In the seventies, parts of that wider movement in the UK were particularly radical. Anticipating revolution and the violent overthrow of the existing social order, they held communist China aloft as the model for a new “green” society.

Today, some of those proto-revolutionaries are respected members of the environmental movement and continue to exert an influence on green thinking.

Godfrey Boyle is a Senior Lecturer in the Open University's Technology Faculty and a respected author, while Peter Harper works at the Centre for Alternative Technology in Wales from where he occasionally sallies forth to lecture the world on the wisdom of sustainability.

In 1976 Boyle and Harper edited a book called “Radical Technology”. Published by Wildwood House, it offered a compendium of practical techniques and theoretical perspectives on radical environmentalism and alternative technology.

Here’s the first paragraph of the Introduction.

Given that modern capitalist industrial societies are morally contemptible, ruthlessly exploitative, ecologically bankrupt, and a hell of a drag to live in, is there anything we can do to change them?
Modern capitalist societies come in for a lot of criticism from Boyle and Harper in contrast to communist China, which “was, and remains an inspiration”:

She is practising many principles of radical technology in a strikingly original way […] creating a balance of mental and manual work in a context of rigorous equality and guaranteed welfare rights.
This is Mao’s China they’re talking about!
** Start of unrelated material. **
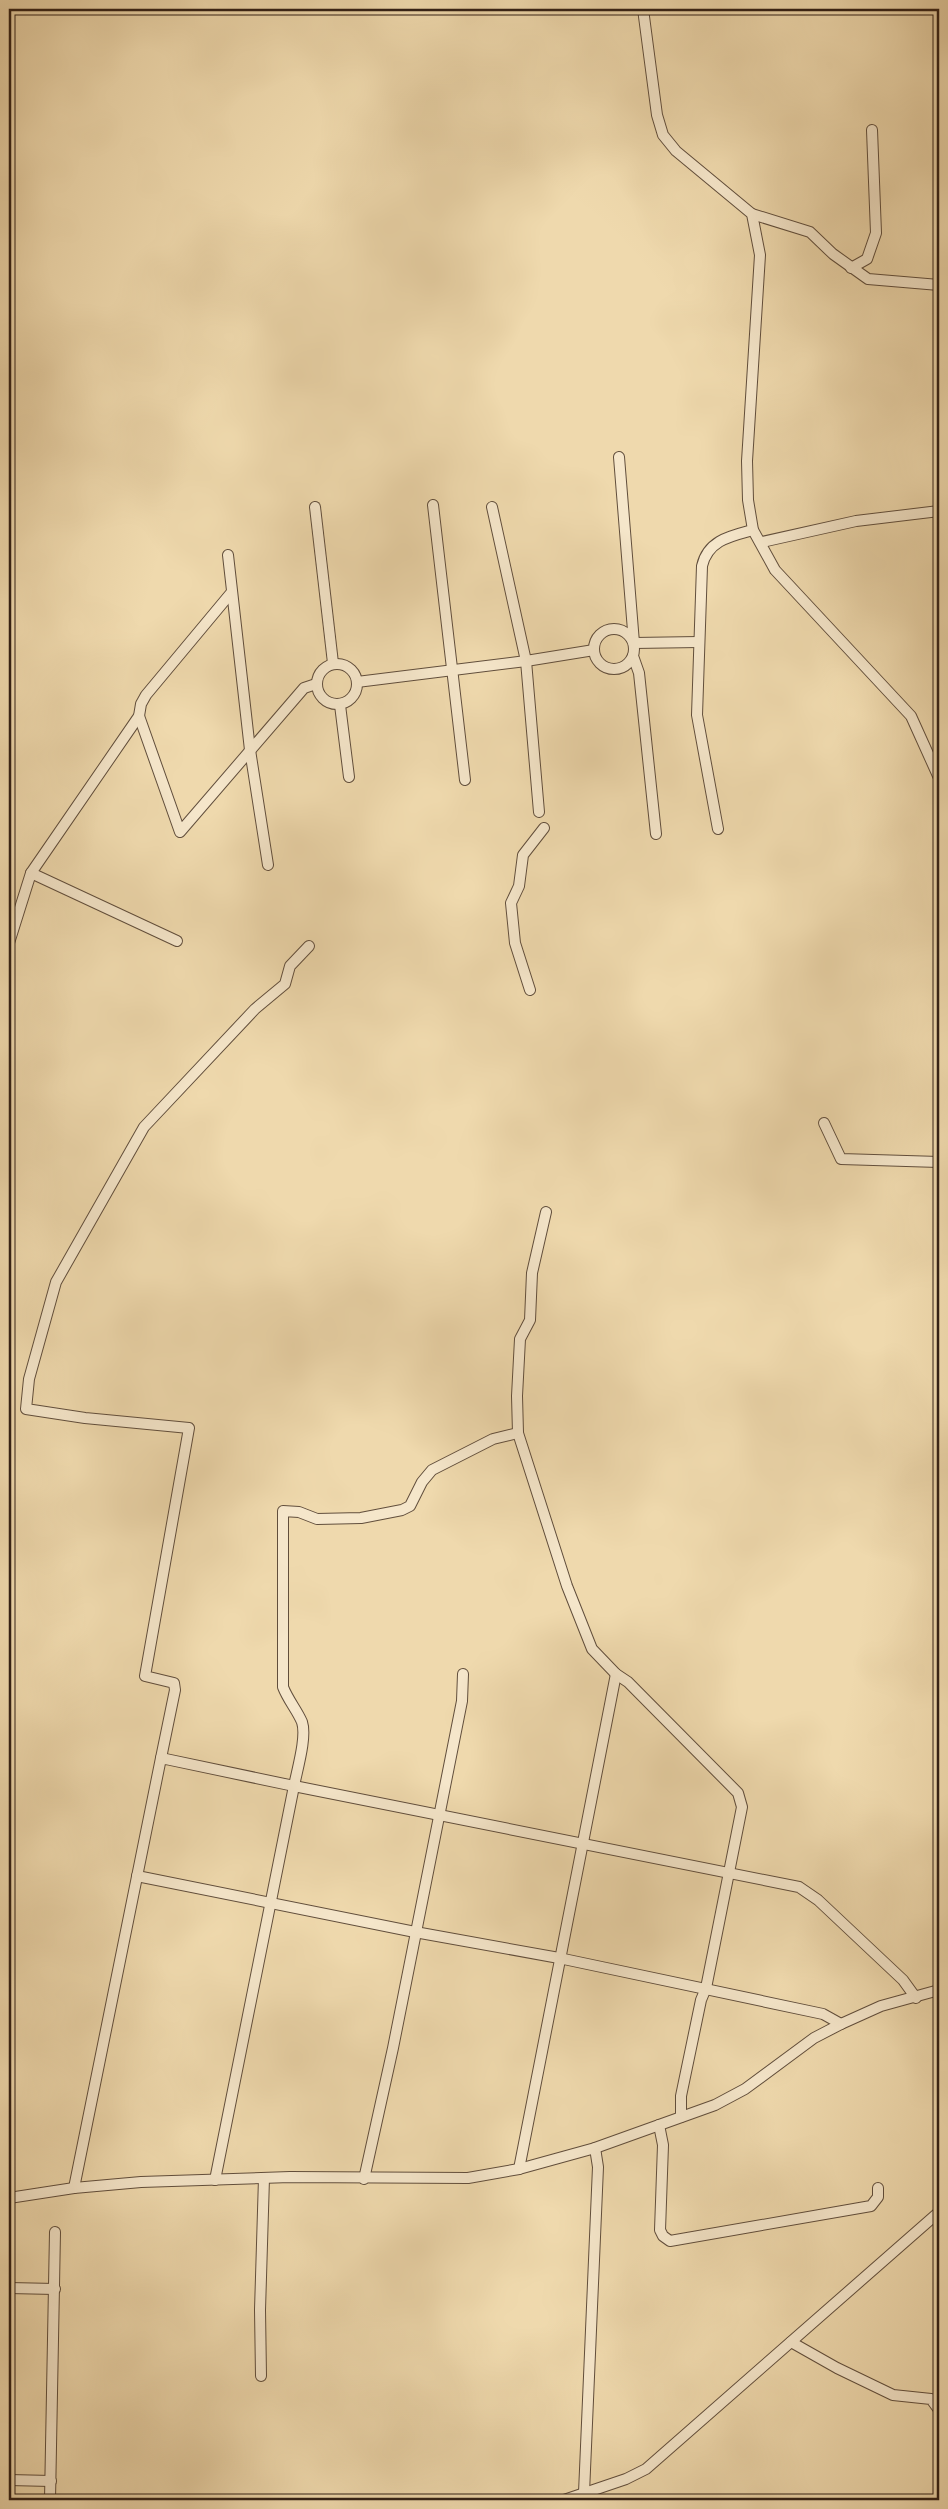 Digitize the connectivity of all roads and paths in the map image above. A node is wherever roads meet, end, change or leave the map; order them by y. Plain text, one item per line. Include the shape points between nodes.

The book closes with an article on China by Tony Durham. Durham regards the Chinese as “the worlds leading practitioners of radical technology” and quotes Mao approvingly whenever the opportunity arises.

Dismissing the example of India as a country that was also making use of intermediate technology at a village level, Durham makes it clear that China is to be praised as much for its communist system as for its use of radical technology.

The crucial difference is not in the technologies […] but in their respective class structures and political systems.
Remember Mao’s China? If radical environmentalists ever gain power you won’t have to, you’ll be living it.